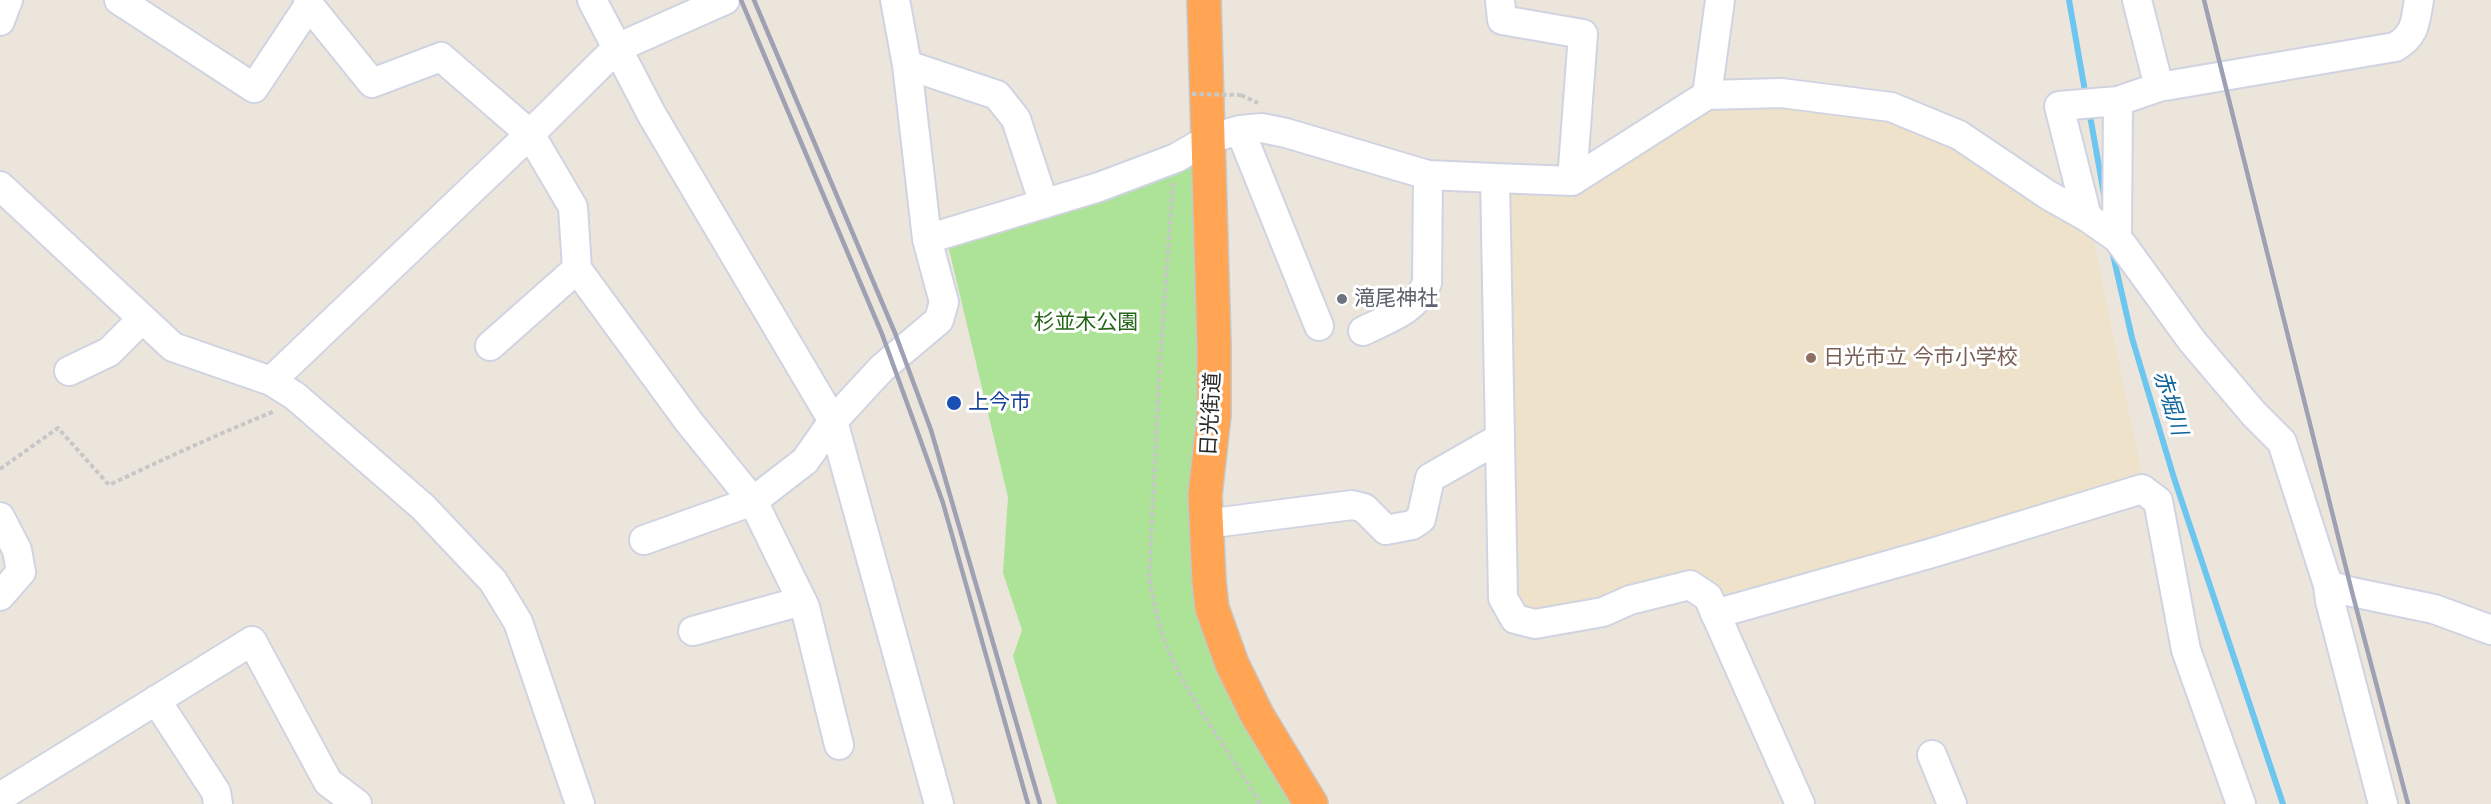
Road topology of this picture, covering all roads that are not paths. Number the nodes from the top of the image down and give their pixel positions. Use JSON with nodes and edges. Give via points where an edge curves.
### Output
{"nodes":[{"id":1,"x":8,"y":0,"type":"edge"},
{"id":2,"x":119,"y":0,"type":"edge"},
{"id":3,"x":592,"y":0,"type":"edge"},
{"id":4,"x":725,"y":0,"type":"edge"},
{"id":5,"x":895,"y":0,"type":"edge"},
{"id":6,"x":1204,"y":0,"type":"edge"},
{"id":7,"x":1500,"y":0,"type":"edge"},
{"id":8,"x":1720,"y":0,"type":"edge"},
{"id":9,"x":2137,"y":0,"type":"edge"},
{"id":10,"x":2419,"y":0,"type":"edge"},
{"id":11,"x":308,"y":3,"type":"edge"},
{"id":12,"x":0,"y":21,"type":"edge"},
{"id":13,"x":617,"y":48,"type":"junction"},
{"id":14,"x":907,"y":66,"type":"junction"},
{"id":15,"x":2159,"y":87,"type":"junction"},
{"id":16,"x":1707,"y":94,"type":"junction"},
{"id":17,"x":2110,"y":102,"type":"junction"},
{"id":18,"x":1240,"y":130,"type":"junction"},
{"id":19,"x":530,"y":134,"type":"junction"},
{"id":20,"x":1209,"y":139,"type":"junction"},
{"id":21,"x":1428,"y":175,"type":"junction"},
{"id":22,"x":1496,"y":178,"type":"junction"},
{"id":23,"x":1572,"y":181,"type":"junction"},
{"id":24,"x":0,"y":186,"type":"edge"},
{"id":25,"x":1044,"y":204,"type":"junction"},
{"id":26,"x":2087,"y":218,"type":"junction"},
{"id":27,"x":2116,"y":238,"type":"junction"},
{"id":28,"x":927,"y":239,"type":"junction"},
{"id":29,"x":577,"y":268,"type":"junction"},
{"id":30,"x":142,"y":320,"type":"junction"},
{"id":31,"x":1319,"y":326,"type":"dead end"},
{"id":32,"x":1363,"y":331,"type":"dead end"},
{"id":33,"x":490,"y":346,"type":"dead end"},
{"id":34,"x":69,"y":371,"type":"dead end"},
{"id":35,"x":271,"y":381,"type":"junction"},
{"id":36,"x":833,"y":421,"type":"junction"},
{"id":37,"x":1500,"y":438,"type":"junction"},
{"id":38,"x":753,"y":501,"type":"junction"},
{"id":39,"x":0,"y":517,"type":"edge"},
{"id":40,"x":1206,"y":524,"type":"junction"},
{"id":41,"x":644,"y":540,"type":"dead end"},
{"id":42,"x":2328,"y":585,"type":"junction"},
{"id":43,"x":0,"y":596,"type":"edge"},
{"id":44,"x":802,"y":601,"type":"junction"},
{"id":45,"x":1715,"y":614,"type":"junction"},
{"id":46,"x":2491,"y":630,"type":"edge"},
{"id":47,"x":693,"y":631,"type":"dead end"},
{"id":48,"x":156,"y":700,"type":"junction"},
{"id":49,"x":838,"y":745,"type":"dead end"},
{"id":50,"x":1932,"y":755,"type":"dead end"},
{"id":51,"x":15,"y":796,"type":"edge"},
{"id":52,"x":218,"y":804,"type":"edge"},
{"id":53,"x":357,"y":804,"type":"edge"},
{"id":54,"x":580,"y":804,"type":"edge"},
{"id":55,"x":939,"y":804,"type":"edge"},
{"id":56,"x":1311,"y":804,"type":"edge"},
{"id":57,"x":1800,"y":804,"type":"edge"},
{"id":58,"x":1952,"y":804,"type":"edge"},
{"id":59,"x":2241,"y":804,"type":"edge"},
{"id":60,"x":2383,"y":804,"type":"edge"}],
"edges":[{"from":1,"to":12,"type":"street"},
{"from":2,"to":11,"type":"street","via":[[254,88]]},
{"from":3,"to":13,"type":"street"},
{"from":4,"to":13,"type":"street"},
{"from":5,"to":14,"type":"street"},
{"from":6,"to":20,"type":"highway","name":"日光街道"},
{"from":7,"to":23,"type":"street","via":[[1502,20],[1583,34]]},
{"from":8,"to":16,"type":"street"},
{"from":9,"to":15,"type":"street"},
{"from":10,"to":15,"type":"street","via":[[2414,30],[2408,40],[2395,47]]},
{"from":11,"to":19,"type":"street","via":[[372,83],[441,57]]},
{"from":13,"to":19,"type":"street"},
{"from":13,"to":36,"type":"street","via":[[652,115]]},
{"from":14,"to":25,"type":"street","via":[[997,95],[1016,119]]},
{"from":14,"to":28,"type":"street"},
{"from":15,"to":17,"type":"street"},
{"from":16,"to":23,"type":"street"},
{"from":16,"to":26,"type":"street","via":[[1781,93],[1891,107],[1959,135]]},
{"from":17,"to":26,"type":"street","via":[[2059,106]]},
{"from":17,"to":27,"type":"street"},
{"from":18,"to":20,"type":"street"},
{"from":18,"to":21,"type":"street","via":[[1262,128],[1286,133]]},
{"from":18,"to":31,"type":"street"},
{"from":19,"to":29,"type":"street","via":[[573,207]]},
{"from":19,"to":35,"type":"street"},
{"from":20,"to":25,"type":"street","via":[[1176,158]]},
{"from":20,"to":40,"type":"highway","name":"日光街道","via":[[1214,403]]},
{"from":21,"to":22,"type":"street"},
{"from":21,"to":32,"type":"street","via":[[1427,284],[1420,298],[1406,309]]},
{"from":22,"to":23,"type":"street"},
{"from":22,"to":37,"type":"street"},
{"from":24,"to":30,"type":"street"},
{"from":25,"to":28,"type":"street"},
{"from":26,"to":27,"type":"street"},
{"from":27,"to":42,"type":"street","via":[[2192,341],[2282,442]]},
{"from":28,"to":36,"type":"street","via":[[944,302],[939,321],[882,368]]},
{"from":29,"to":33,"type":"street"},
{"from":29,"to":38,"type":"street","via":[[689,422]]},
{"from":30,"to":34,"type":"street","via":[[109,352]]},
{"from":30,"to":35,"type":"street","via":[[172,347]]},
{"from":35,"to":54,"type":"street","via":[[295,396],[423,507],[493,581],[518,622]]},
{"from":36,"to":38,"type":"street","via":[[805,461]]},
{"from":36,"to":55,"type":"street"},
{"from":37,"to":40,"type":"street","via":[[1430,478],[1421,519],[1412,525],[1386,530],[1364,508],[1352,505]]},
{"from":37,"to":45,"type":"street","via":[[1503,598],[1515,619],[1534,624],[1603,612],[1630,600],[1690,585],[1708,597]]},
{"from":38,"to":41,"type":"street"},
{"from":38,"to":44,"type":"street"},
{"from":39,"to":43,"type":"street","via":[[17,550],[21,572]]},
{"from":40,"to":56,"type":"highway","name":"日光街道","via":[[1212,608],[1232,664],[1257,715]]},
{"from":42,"to":46,"type":"street","via":[[2434,609]]},
{"from":42,"to":60,"type":"street"},
{"from":44,"to":47,"type":"street"},
{"from":44,"to":49,"type":"street"},
{"from":45,"to":57,"type":"street"},
{"from":45,"to":59,"type":"street","via":[[2142,489],[2158,501],[2186,650]]},
{"from":48,"to":51,"type":"street"},
{"from":48,"to":52,"type":"street","via":[[216,792]]},
{"from":48,"to":53,"type":"street","via":[[252,641],[328,782]]},
{"from":50,"to":58,"type":"street"}]}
***
TASK DETAILS: Search each line of the entries for the string "日光街道", then say how many lines have it. Reply with the number only.

THE ANSWER: 3